Quando la Parola diventa musica, canto, immagine, davvero i suoi frutti
sono abbondanti e ridestano l’apertura alla trascendenza.
«Con
i Padri sinodali, si legge nell’esortazione, la Chiesa tutta esprime
apprezzamento, stima e ammirazione per gli artisti ‘innamorati della
bellezza’, che si sono lasciati ispirare dai testi sacri» (VD 112). La
Parola si è resa visibile e udibile attraverso la genialità degli
artisti ispirati dallo Spirito Santo; non si può certo immaginare il
mondo privo delle opere artistiche e musicali che hanno espresso il
mistero dell’amore del Padre nella rivelazione. Benedetto XVI in questi
anni in tante occasioni ha incontrato gli artisti e non ha tralasciato
mai di valorizzarne il contributo, anche in ordine all’evangelizzazione:
«Esorto gli organismi competenti affinché si promuova nella Chiesa una
solida formazione degli artisti riguardo alla Sacra Scrittura alla luce
della Tradizione viva della Chiesa e del magistero» (VD 112).
Parola e
new
media
Tutti i popoli nella diversità di spazi e di tempo hanno lasciato un
patrimonio inestimabile di arte e costruzioni, istituzioni e simboli,
tradizioni religiose e prodotti letterari per trasmettere la fede.
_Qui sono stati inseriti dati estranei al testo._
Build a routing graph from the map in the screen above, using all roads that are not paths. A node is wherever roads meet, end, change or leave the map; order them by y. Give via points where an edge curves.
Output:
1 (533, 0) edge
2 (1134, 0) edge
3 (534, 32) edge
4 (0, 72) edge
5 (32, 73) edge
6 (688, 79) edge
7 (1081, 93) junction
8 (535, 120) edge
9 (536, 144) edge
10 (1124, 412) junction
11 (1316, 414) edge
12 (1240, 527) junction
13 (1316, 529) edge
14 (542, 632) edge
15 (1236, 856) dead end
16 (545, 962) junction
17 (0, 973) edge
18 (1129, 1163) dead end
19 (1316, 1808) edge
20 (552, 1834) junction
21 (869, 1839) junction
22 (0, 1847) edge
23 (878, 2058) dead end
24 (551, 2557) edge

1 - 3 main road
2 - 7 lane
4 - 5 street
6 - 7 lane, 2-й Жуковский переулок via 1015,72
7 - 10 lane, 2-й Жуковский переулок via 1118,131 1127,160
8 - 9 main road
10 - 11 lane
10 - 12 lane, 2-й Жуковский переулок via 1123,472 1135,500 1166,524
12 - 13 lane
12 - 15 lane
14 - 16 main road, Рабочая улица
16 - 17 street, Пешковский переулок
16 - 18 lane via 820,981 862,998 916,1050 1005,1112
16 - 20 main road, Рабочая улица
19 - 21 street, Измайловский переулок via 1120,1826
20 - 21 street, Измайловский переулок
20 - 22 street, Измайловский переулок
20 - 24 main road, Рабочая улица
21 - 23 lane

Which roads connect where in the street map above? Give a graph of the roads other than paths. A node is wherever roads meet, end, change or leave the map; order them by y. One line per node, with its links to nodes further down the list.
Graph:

Le
gioie e le fatiche, i ritorni e gli esili di ogni popolo – rischiarati e
consolati dalla Parola - sono stati narrati tramite i diversi codici
culturali e hanno trovato spesso nella parola di Dio la possibilità di
esprimere sogni e speranze: è la bellezza dell’Incarnazione! «La parola
di Dio, come del resto la fede cristiana, manifesta così un carattere
profondamente interculturale, capace di incontrare e di far incontrare
culture diverse» (VD 114). Un processo così complesso trova nei
tradizionali mezzi di comunicazione e nelle nuove forme uno strumento
prezioso per far conoscere il mistero dell’amore di Dio che entra nella
storia dei popoli e di ogni uomo.
Per
questo, l’acquisire nuovi metodi per conoscere il Vangelo è parte
integrante dell’evangelizzazione, anche se rimane fermo che essa «potrà
usufruire della virtualità offerta dai
new
media
per
instaurare rapporti significativi, solo se si arriverà al contatto
personale, che resta insostituibile» (VD 113).
La
Parola è vivente, consola e chiama al cambiamento, interroga e indica i
sentieri della luce. Ecco perché il rapporto personale è la strada da
seguire: una relazione tra viventi. Non si comprendono a fondo le
persone se non si ascoltano, se non si conosce la loro storia. Esiste
un’empatia che si vive soltanto con i propri occhi, le proprie emozioni
e il proprio cuore. Analogamente è per la Parola del Signore, che
penetra in profondità il cuore umano, rispettando un eventuale rifiuto.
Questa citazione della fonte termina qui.